書接上回。
明山散人那蘊含著數百年積鬱、失望與憤怒的詰問,如同九天驚雷,又似萬鈞山嶽,轟然砸落在葉青兒的心神之上。
“你——可——有——半——分——後——悔?!”
每一個字都彷彿帶著化神修士的無上威壓,震得葉青兒氣血翻騰,識海嗡鳴。
周遭的空氣似乎都凝固了,竹山宗外門區域的幻霧陣邊緣,死寂得隻能聽到山風吹過竹葉的沙沙聲,以及葉青兒自己有些紊亂的心跳。
後悔?
葉青兒在那龐大的壓力下,微微低下了頭,避開了明山散人那彷彿能洞穿靈魂的銳利目光。
她的白色長發垂落下來,遮掩住了她此刻臉上的神情。
她的內心,正掀起滔天巨浪。
枯木真人……那個她恨之入骨,不惜觸怒化神老祖也要將其徹底滅魂的仇敵,竟然有著如此不堪回首的過去?

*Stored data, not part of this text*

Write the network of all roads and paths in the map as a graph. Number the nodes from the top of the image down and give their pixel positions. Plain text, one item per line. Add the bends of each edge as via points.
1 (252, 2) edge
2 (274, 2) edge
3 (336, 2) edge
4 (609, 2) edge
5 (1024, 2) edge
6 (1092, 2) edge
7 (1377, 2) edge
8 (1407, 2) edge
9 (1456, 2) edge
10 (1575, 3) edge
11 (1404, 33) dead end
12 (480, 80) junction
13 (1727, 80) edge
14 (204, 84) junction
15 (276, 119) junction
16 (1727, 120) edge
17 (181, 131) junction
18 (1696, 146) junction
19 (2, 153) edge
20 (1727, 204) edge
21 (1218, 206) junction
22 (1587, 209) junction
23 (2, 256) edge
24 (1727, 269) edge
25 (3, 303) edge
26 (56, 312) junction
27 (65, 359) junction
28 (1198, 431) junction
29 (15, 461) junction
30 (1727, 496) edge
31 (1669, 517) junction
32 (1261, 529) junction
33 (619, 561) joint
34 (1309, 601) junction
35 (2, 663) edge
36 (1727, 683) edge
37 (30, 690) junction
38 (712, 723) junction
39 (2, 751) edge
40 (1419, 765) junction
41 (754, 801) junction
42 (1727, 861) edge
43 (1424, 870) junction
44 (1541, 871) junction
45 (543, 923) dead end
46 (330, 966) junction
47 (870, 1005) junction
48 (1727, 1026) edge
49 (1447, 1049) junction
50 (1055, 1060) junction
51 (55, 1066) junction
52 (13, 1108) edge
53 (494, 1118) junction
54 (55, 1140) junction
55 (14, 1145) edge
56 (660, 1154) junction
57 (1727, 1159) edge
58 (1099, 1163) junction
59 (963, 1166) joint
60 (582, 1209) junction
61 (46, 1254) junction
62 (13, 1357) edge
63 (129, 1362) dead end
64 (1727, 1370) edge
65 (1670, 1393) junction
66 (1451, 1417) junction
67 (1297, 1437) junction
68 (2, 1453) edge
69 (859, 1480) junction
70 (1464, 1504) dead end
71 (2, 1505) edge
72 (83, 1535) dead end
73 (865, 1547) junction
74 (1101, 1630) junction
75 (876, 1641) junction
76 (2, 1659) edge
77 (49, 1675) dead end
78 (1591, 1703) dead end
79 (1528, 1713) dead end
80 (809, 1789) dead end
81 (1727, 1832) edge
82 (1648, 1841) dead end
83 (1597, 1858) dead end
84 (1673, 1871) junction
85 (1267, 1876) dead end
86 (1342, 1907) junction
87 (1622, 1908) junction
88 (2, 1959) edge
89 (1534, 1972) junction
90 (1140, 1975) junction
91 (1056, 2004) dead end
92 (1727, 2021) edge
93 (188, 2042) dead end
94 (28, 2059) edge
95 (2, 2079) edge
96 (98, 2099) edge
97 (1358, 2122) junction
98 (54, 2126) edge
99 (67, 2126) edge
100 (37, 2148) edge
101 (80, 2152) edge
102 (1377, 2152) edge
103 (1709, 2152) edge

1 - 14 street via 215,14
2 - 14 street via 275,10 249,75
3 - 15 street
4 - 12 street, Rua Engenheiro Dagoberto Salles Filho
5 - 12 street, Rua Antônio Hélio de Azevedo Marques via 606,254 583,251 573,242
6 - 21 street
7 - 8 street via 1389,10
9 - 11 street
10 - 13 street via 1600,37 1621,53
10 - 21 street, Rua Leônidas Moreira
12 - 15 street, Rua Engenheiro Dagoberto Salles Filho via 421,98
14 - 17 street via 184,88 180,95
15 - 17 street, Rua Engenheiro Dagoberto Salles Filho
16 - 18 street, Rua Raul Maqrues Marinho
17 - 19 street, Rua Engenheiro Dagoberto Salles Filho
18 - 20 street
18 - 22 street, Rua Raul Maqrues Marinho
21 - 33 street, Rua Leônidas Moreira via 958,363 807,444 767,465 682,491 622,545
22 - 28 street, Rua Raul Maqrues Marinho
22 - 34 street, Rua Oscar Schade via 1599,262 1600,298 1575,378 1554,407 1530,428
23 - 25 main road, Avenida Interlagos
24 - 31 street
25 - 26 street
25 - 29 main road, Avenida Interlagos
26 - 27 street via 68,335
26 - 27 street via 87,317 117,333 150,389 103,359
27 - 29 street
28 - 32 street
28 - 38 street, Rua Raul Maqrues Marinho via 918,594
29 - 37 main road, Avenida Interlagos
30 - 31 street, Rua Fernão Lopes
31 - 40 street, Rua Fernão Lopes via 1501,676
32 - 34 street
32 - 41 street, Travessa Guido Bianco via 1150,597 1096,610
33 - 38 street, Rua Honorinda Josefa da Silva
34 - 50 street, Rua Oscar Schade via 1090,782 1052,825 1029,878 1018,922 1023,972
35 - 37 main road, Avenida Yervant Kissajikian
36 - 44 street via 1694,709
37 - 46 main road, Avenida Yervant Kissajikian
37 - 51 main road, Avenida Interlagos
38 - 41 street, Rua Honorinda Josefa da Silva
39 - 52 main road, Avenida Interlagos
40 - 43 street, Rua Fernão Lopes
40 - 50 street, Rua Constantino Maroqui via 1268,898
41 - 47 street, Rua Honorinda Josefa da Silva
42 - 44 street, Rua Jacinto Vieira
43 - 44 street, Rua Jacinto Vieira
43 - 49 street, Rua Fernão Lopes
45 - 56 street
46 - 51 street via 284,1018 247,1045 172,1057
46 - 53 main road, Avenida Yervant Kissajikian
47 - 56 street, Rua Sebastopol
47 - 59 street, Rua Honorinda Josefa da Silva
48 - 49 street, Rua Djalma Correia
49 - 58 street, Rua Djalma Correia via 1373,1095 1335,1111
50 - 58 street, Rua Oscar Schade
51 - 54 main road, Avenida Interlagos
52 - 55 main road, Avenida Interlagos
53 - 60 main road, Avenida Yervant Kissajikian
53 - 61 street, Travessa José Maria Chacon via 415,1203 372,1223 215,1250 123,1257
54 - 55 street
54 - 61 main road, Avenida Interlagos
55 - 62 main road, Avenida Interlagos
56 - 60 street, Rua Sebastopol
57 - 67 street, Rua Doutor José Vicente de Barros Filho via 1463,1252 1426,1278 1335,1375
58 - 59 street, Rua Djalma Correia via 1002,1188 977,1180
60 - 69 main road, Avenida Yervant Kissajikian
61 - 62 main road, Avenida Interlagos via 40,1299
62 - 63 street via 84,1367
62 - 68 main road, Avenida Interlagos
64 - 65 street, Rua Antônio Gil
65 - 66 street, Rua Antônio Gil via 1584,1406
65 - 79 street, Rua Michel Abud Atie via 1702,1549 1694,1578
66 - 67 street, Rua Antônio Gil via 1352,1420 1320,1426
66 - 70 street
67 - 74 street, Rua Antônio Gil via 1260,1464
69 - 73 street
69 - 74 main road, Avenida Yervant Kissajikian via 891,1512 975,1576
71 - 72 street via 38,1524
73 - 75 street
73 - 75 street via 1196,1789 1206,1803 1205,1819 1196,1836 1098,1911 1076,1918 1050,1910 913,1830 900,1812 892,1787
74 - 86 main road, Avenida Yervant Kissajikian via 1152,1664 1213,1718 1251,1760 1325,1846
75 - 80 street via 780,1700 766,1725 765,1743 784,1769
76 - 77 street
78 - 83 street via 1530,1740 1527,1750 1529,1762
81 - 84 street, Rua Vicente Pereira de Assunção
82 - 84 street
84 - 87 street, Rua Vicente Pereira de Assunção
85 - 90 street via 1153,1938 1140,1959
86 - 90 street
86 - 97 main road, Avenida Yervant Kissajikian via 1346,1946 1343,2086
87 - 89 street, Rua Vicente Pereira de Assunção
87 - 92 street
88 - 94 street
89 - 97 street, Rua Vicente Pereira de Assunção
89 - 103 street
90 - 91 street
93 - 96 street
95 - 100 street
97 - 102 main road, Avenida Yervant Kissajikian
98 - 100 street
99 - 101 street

衡州遺孤,父母皆喪於古神教之手,身負血海深仇,對力量有著偏執的渴望……最終卻因壽元所困,道途無望,墮入魔道,殘害同門?
這一切的因果,如同一條扭曲陰暗的藤蔓,纏繞交織,最終結出了枯木真人那枚惡果。
而明山散人,這位她一直認為是冷酷算計、為達目的不擇手段的宗門老祖,其內心深處,竟然還藏著對師弟如此複雜的情感。
以及那耗時數百年、試圖以沁雲竹和幻霧陣為依託,為枯木道人尋一個“贖罪”與“延續”的宏大卻最終落空的謀劃?
這巨大的資訊量,這完全顛覆了她以往認知的“真相”,讓葉青兒一時之間心神搖曳。
她不得不承認,在聽到枯木道人身世的那一刻,她堅硬如鐵的心,的確產生了一絲極其細微的鬆動。
那是對命運弄人、對仇恨迴圈的一絲本能唏噓。彷彿看到一條奔湧的仇恨之河,從衡州的血與火中發源,流經枯木道人扭曲的一生,最終卻在寧州,濺濕了她葉青兒的衣襟,也染紅了唐森和無辜者的結局。
這迴圈往複的悲劇性,令人窒息。
同時,她有那麼一瞬間,甚至想起了自己和已經被她逐出師門的西洲徒弟霍華德的事情。
自己當年差點就殺了霍華德,也正是因為霍華德親手殺了他自己的母親,也就是她在竹山宗關係還算不錯的一位名叫“梁絲挽”的師妹。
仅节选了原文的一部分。